As additional cases of the Omicron variant of Covid-19 emerged, including a possible cluster at an Osaka nursing home, the governors of Tokyo and Osaka recommended citizens to keep end-of-year parties limited.
Travelers should take advantage of free coronavirus testing before leaving, according to health experts, who are concerned that an influx of city inhabitants might transmit diseases to the countryside.
“The greatest danger is meeting individuals without taking proper steps to avoid infection,” said Norio Ohmagari, head of the Tokyo Metropolitan Government‘s Disease Control and Prevention Center and a prominent health expert.
According to them, people are also underestimating the danger of corona because of reports of very minor illnesses caused by the Omicron variant.
One of the busiest travel seasons in Japan is around the New Year’s holidays. Tokyo’s major airports were crowded, according to footage from public broadcaster NHK, while public highway data indicated a 39-kilometer (24-mile) traffic bottleneck going southwest of the city.
According to the Kyodo news agency, officials in Osaka verified five Omicron infections at a nursing home, thought to be the first cluster of the type in Japan.
According to a Jiji news agency tally, community transmission of Omicron has been discovered in eight prefectures thus far. While an estimate issued on Tuesday by Kyoto University researcher Hiroshi Nishiura says that the variation might account for 90% of Covid-19 cases in Osaka by early next month.

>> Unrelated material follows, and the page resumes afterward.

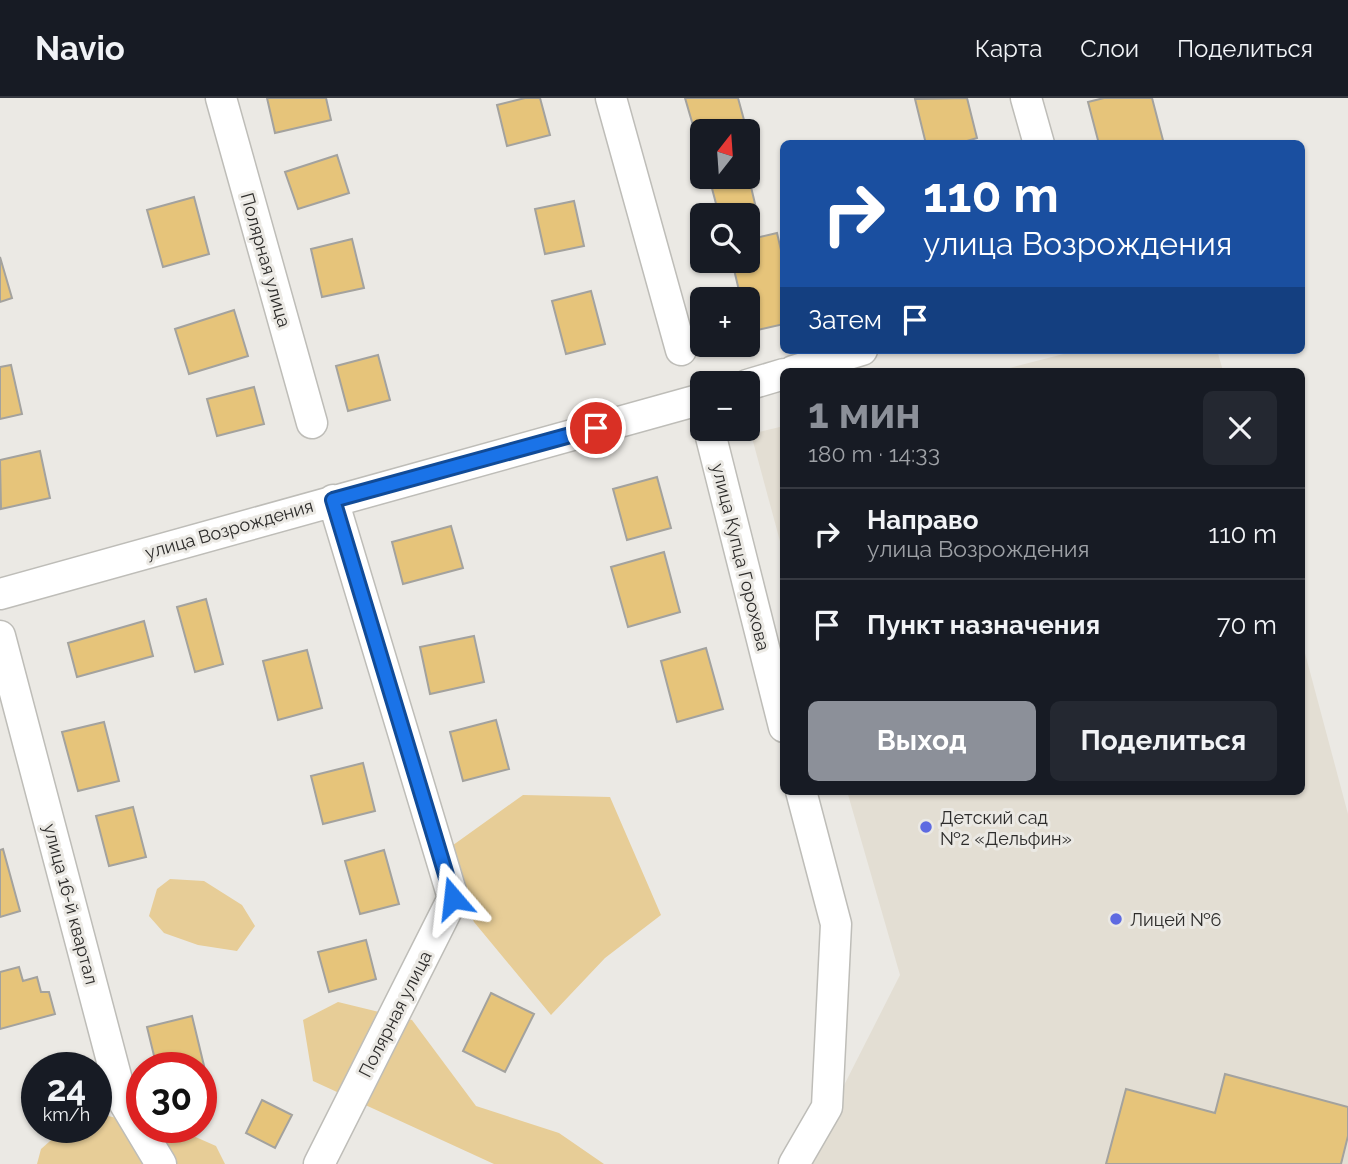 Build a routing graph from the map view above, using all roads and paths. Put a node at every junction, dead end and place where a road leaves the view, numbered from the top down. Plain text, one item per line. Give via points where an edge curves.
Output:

Concerns that Omicron may become more contagious and defy vaccination defense pushed Prime Minister Fumio Kishida to speed up Japan’s booster shot program while maintaining the world’s harshest border controls.
In recent weeks, the number of infections has risen to 385 throughout the country. Despite this, major cases and fatalities have remained rare, thanks to a vaccine campaign that has reached almost 80% of the population.
In December, there were just 28 Covid-19-related deaths in Japan, the lowest monthly total since July 2020.